Gorsuch noted that, from the nation's founding onward, defamation law was "almost exclusively the business of state courts and legislatures." In New York Times v. Sullivan and other cases, the court set up a federal standard on defamation that raised the bar far above the historic requirements of common law and expanded the category of "public figure" from government officials to people who have achieved "pervasive fame or notoreity."

"The SPLC’s ‘hate group’ accusation is a financial and reputational death sentence, effectively equating organizations to the KKK."

— – Megan Meier, Clare Locke

"Now, private citizens can become ‘public figures’ on social media overnight," Gorsuch noted. He explained that the media ecosystem has fundamentally transformed since 1964: newspapers have failed, network news has lost most of its viewers, and 24-hour cable news and online media platforms that "monetize anything that garners clicks" have grown up in their places. In this environment, the actual-malice standard makes less sense, he argued.

Gibbs, the DJKM lawyer, told Fox News that his "case is the perfect case to overturn the actual-malice standard because you have a non-profit organization that is religiously doing their mission, they have done it consistently, they are being defamed in a most awful way. When you are an organization based on truth and love but you are called a hate group, that is per se defamation under Alabama law."

Gibbs noted that the SPLC "is sitting on half a billion dollars" in its endowment. "When you have a small Christian ministry that is living offering to offering, getting bullied and subjected to these defamatory statements, I do believe that this case has some sympathy."

Critics and former staffers have claimed that the SPLC uses the "hate group" label to target political opponents and to exaggerate hate in a fundraising scheme. A former SPLC spokesman even said, "our aim in life is to destroy these groups." A terrorist targeted the Family Research Council (FRC) in Washington, D.C., aiming to kill everyone in the building, using the SPLC's "hate group" map. The SPLC condemned the attack, but kept FRC on the map.

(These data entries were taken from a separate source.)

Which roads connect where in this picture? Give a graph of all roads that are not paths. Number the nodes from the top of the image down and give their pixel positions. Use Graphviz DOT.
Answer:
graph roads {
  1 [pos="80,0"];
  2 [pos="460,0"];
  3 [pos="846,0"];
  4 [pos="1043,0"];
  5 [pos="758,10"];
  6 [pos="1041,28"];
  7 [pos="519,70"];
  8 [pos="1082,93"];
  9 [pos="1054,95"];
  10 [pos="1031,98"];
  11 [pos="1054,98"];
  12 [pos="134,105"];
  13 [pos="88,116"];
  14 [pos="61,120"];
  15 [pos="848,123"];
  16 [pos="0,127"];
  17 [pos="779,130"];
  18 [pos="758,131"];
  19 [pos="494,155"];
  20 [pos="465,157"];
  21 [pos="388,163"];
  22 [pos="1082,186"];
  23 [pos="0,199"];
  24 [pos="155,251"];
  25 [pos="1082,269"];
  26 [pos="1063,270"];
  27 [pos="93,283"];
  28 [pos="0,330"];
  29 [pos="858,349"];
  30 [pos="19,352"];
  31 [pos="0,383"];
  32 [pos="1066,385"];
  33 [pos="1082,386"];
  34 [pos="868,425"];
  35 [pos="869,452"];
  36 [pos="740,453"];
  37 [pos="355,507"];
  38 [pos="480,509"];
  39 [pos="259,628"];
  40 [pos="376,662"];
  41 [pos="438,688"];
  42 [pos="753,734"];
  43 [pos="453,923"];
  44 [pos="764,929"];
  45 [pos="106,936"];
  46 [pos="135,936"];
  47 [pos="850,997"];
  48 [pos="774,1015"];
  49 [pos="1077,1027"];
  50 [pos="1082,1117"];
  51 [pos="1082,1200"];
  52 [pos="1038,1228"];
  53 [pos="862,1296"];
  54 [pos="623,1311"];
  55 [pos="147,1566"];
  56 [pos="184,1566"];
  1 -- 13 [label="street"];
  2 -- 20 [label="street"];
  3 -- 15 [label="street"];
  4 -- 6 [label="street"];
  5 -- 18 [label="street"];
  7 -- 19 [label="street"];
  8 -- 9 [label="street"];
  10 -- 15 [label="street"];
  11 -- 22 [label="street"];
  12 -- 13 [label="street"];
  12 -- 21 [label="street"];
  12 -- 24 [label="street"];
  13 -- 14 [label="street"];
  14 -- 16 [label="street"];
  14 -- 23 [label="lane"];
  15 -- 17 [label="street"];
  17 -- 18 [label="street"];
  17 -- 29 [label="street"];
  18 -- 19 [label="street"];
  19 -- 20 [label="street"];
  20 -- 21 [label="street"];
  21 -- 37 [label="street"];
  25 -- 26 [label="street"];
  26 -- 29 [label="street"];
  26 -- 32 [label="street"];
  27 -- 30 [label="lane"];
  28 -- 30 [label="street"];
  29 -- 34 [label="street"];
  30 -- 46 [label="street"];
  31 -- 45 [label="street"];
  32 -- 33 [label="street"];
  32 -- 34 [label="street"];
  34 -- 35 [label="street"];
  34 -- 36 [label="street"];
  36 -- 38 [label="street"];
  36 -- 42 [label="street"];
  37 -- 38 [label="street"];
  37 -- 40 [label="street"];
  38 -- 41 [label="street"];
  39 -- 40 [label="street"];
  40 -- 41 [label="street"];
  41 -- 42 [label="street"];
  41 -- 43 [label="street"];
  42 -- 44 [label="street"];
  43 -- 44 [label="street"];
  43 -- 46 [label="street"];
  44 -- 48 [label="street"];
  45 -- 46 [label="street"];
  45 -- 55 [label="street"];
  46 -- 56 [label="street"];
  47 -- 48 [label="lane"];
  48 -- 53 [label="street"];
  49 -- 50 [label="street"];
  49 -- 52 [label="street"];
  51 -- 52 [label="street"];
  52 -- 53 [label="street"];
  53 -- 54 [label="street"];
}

While courts have ruled against DJKM, one recent defamation lawsuit against the SPLC succeeded. The SPLC accused Maajid Nawaz, an anti-terror Muslim reformer, of being an "anti-Muslim extremist." Nawaz sued and the SPLC settled, offering a very public apology and paying $3.375 million to his nonprofit.

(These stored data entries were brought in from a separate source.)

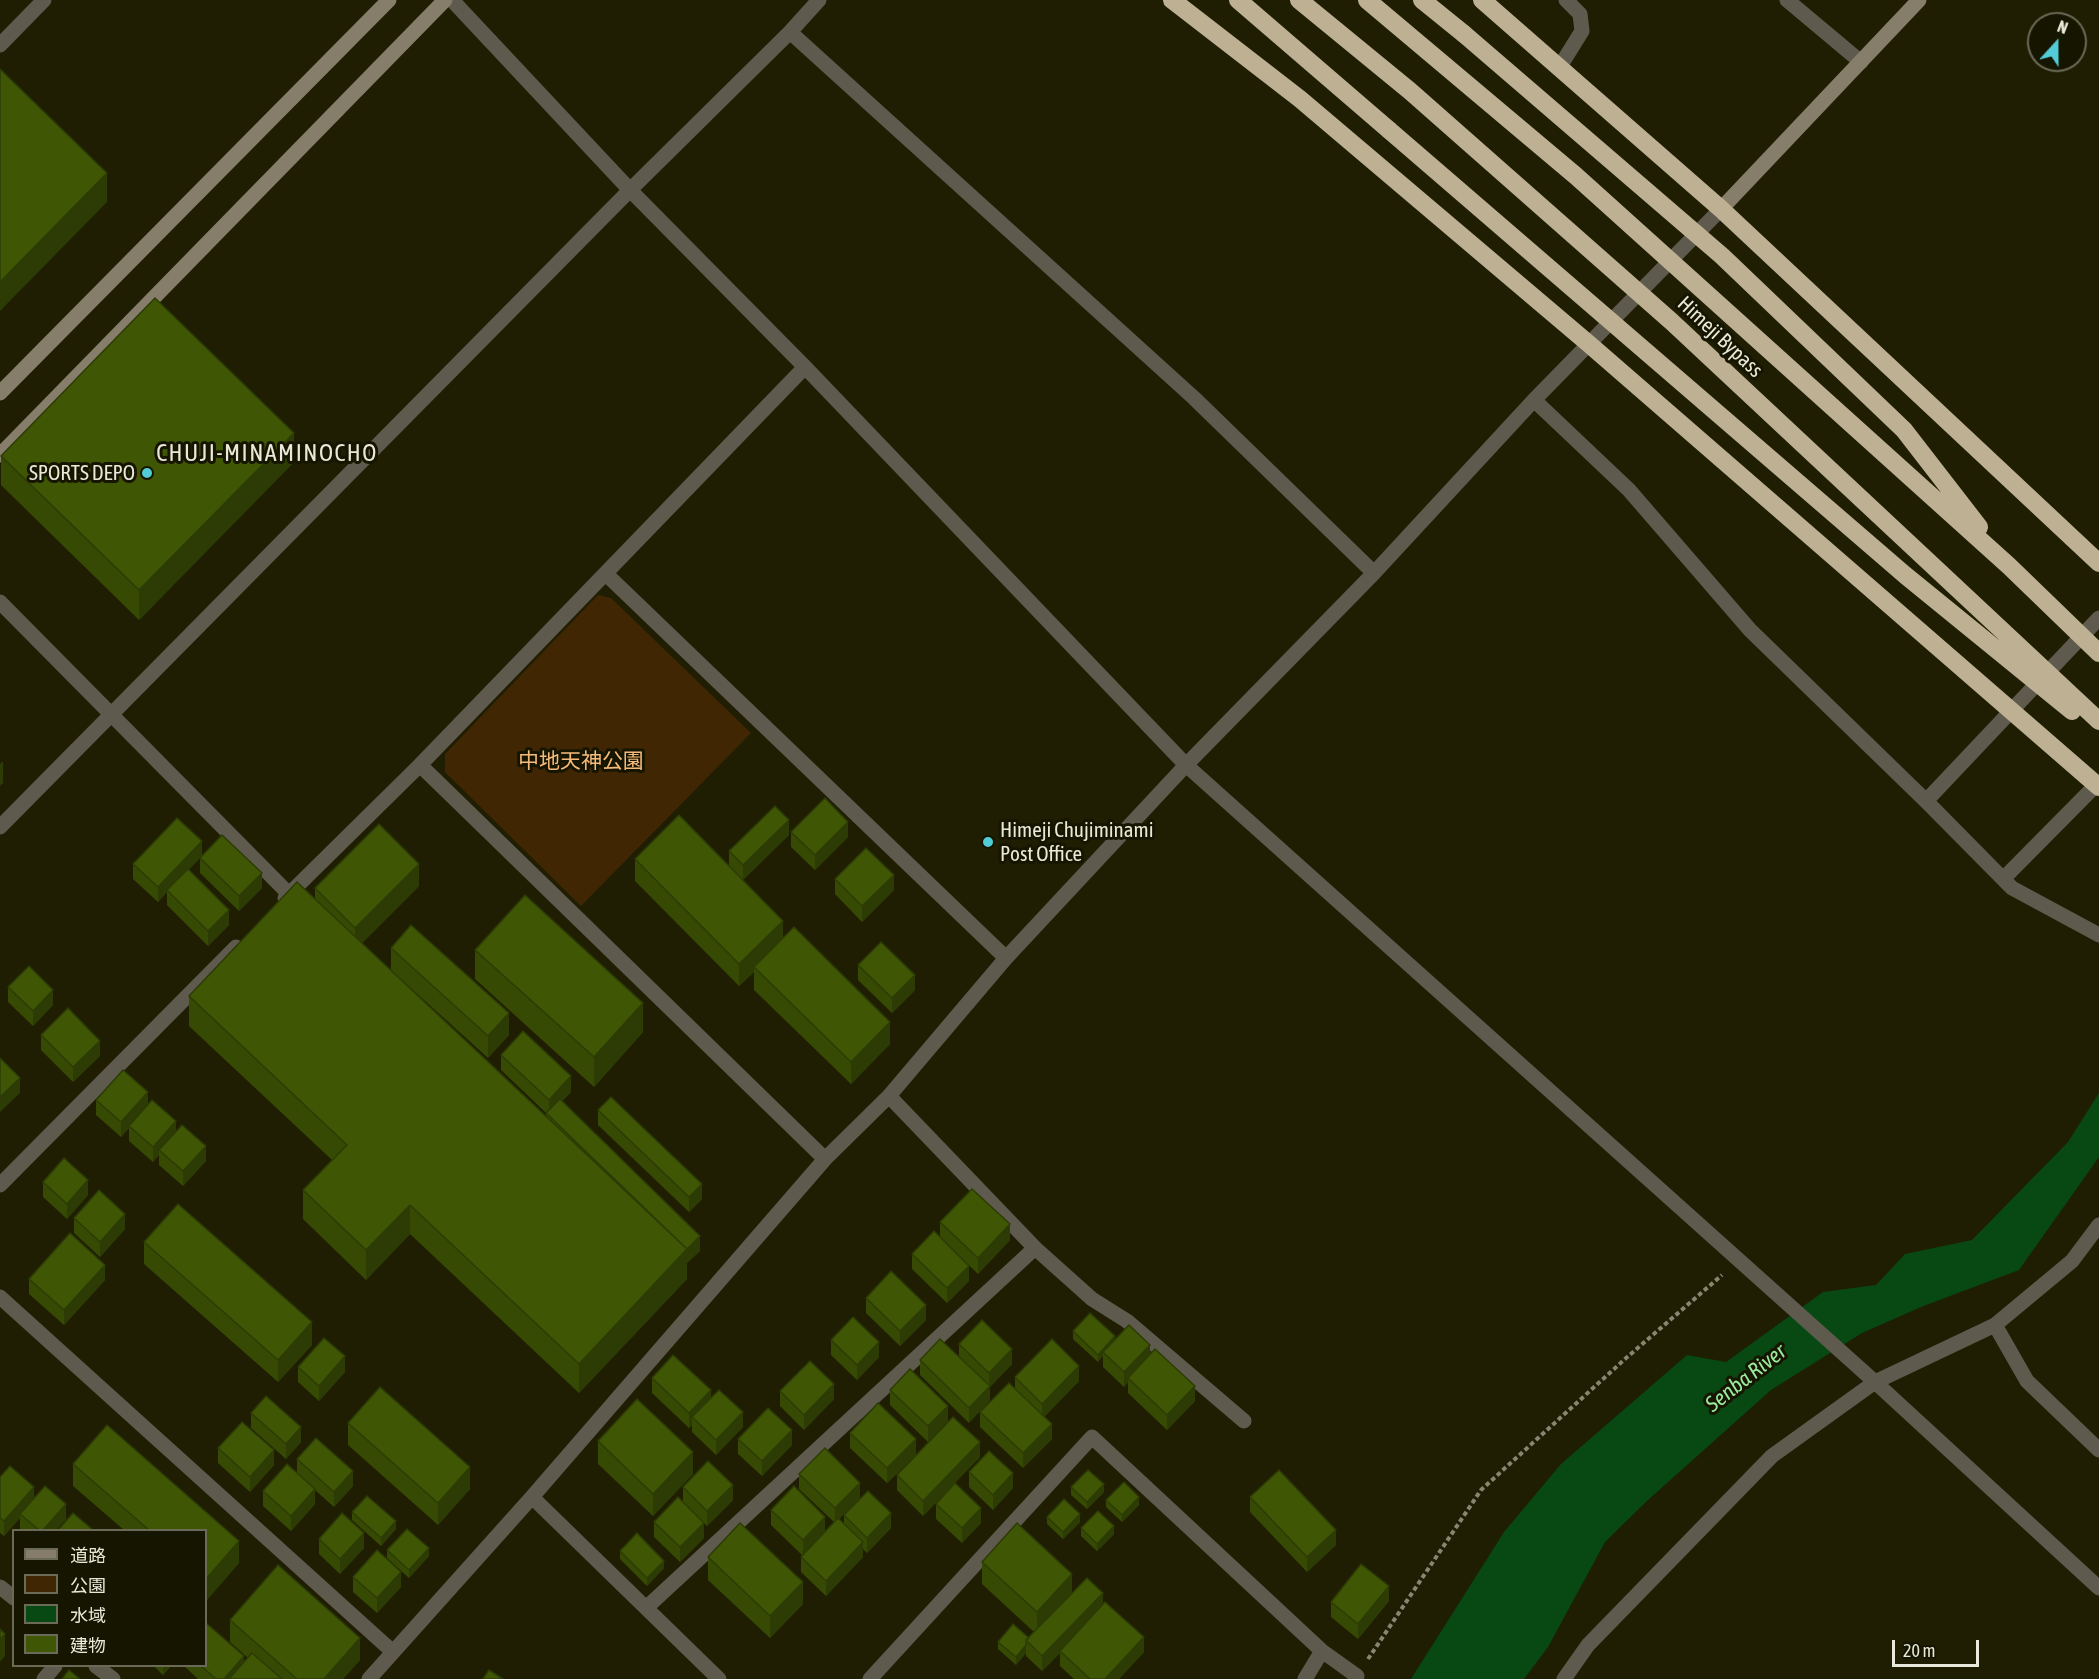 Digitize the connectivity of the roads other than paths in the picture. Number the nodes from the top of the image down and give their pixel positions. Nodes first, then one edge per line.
1 (44, 0) edge
2 (389, 0) edge
3 (445, 0) edge
4 (452, 0) edge
5 (819, 0) edge
6 (1172, 0) edge
7 (1238, 0) edge
8 (1299, 0) edge
9 (1367, 0) edge
10 (1422, 0) edge
11 (1482, 0) edge
12 (1566, 0) edge
13 (1787, 0) edge
14 (1920, 0) edge
15 (790, 32) junction
16 (0, 45) edge
17 (1860, 62) junction
18 (1559, 68) junction
19 (630, 190) junction
20 (1720, 209) junction
21 (1589, 344) junction
22 (805, 367) junction
23 (0, 393) edge
24 (1534, 400) junction
25 (0, 455) edge
26 (2099, 563) edge
27 (2009, 566) junction
28 (1374, 573) junction
29 (606, 574) junction
30 (0, 602) edge
31 (2099, 618) edge
32 (2099, 653) edge
33 (2010, 710) junction
34 (110, 715) junction
35 (2099, 721) edge
36 (2099, 733) edge
37 (420, 765) junction
38 (1186, 765) junction
39 (2098, 786) edge
40 (1926, 801) junction
41 (0, 827) edge
42 (2003, 879) junction
43 (289, 894) junction
44 (272, 911) edge
45 (2099, 935) edge
46 (247, 936) edge
47 (1006, 958) junction
48 (889, 1096) junction
49 (825, 1159) junction
50 (0, 1185) edge
51 (2099, 1224) edge
52 (1035, 1248) junction
53 (0, 1297) edge
54 (1995, 1324) junction
55 (1875, 1382) junction
56 (1244, 1421) dead end
57 (2098, 1447) edge
58 (532, 1497) junction
59 (0, 1587) edge
60 (2099, 1588) edge
61 (12, 1596) edge
62 (647, 1607) junction
63 (1322, 1651) junction
64 (393, 1652) junction
65 (53, 1667) edge
66 (98, 1667) edge
67 (1357, 1676) road end
68 (44, 1679) edge
69 (113, 1679) edge
70 (369, 1679) edge
71 (719, 1679) edge
72 (870, 1679) edge
73 (1305, 1679) edge
74 (1564, 1679) edge

1 - 16 street
2 - 23 street
3 - 25 street
4 - 19 street
5 - 15 street
6 - 21 highway
7 - 36 highway, bridge
8 - 35 highway, Himeji Bypass, bridge
9 - 27 highway, Himeji Bypass, bridge
10 - 27 highway, bridge
11 - 18 highway
12 - 18 street
13 - 17 street
14 - 17 street
15 - 19 street
15 - 28 street
17 - 20 street
18 - 20 highway
19 - 22 street
19 - 34 street
20 - 21 street
20 - 26 highway
21 - 24 street
21 - 33 highway
22 - 29 street
22 - 38 street
24 - 28 street
24 - 40 street
27 - 32 highway, Himeji Bypass, bridge
28 - 38 street
29 - 37 street
29 - 47 street
30 - 34 street
31 - 33 street
33 - 39 highway
33 - 40 street
34 - 41 street
34 - 43 street
37 - 43 street
37 - 49 street
38 - 47 street
38 - 55 street
39 - 42 street
40 - 42 street
42 - 45 street
43 - 44 street
46 - 50 street
47 - 48 street
48 - 49 street
48 - 52 street
49 - 58 street
51 - 54 street
52 - 56 street
52 - 62 street
53 - 64 street
54 - 55 street
54 - 57 street
55 - 60 street
55 - 74 street
58 - 62 street
58 - 64 street
59 - 61 street
62 - 71 street
63 - 67 street
63 - 72 street
63 - 73 street
64 - 70 street
65 - 68 street
66 - 69 street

Megan Meier, a partner at Clare Locke, the law firm that represented Nawaz, told PJ Media that "the SPLC’s ‘hate group’ accusation is a financial and reputational death sentence, effectively equating organizations to the KKK. No right-thinking person wants to be associated with the KKK, so the SPLC’s ‘hate group’ accusation is incredibly effective at shaming organizations and causing them to be shunned by donors, fundraising platforms, service providers, the media, and others. Shaming and shunning are hallmarks of what makes a statement ‘defamatory’ under the common law."

If the Supreme Court takes up the case and rules in favor of DJKM, that might not settle the specific issue at hand. "With New York Times v. Sullivan out of the picture, there would be a new legal standard," Gibbs explained. "Then an Alabama decision-maker, in this case likely a jury, would make the determination."

Overturning Sullivan would involve opening up defamation law for the states to determine.

Even making it to the Supreme Court represents a major hurdle. The court receives approximately 10,000 petitions requesting a writ of certiorari every year, but only approximately 100 of them actually receive the writ and have oral arguments before the court.


While Thomas and Gorsuch have signaled their intent to take up a defamation case, the pertinent question for DJKM is whether or not two more of the justices would be willing to take up its case – it takes four justices to grant certiorari.

Gibbs told Fox News that DJKM would "certainly encourage organizations that are interested, law firms that are interested in altering the actual-malice standard to definitely consider whether they’d be willing to weigh in." He suggested that "other organizations that have been slandered by the SPLC" may file amicus briefs in the case.

The Southern Poverty Law Center did not respond to Fox News' request for comment.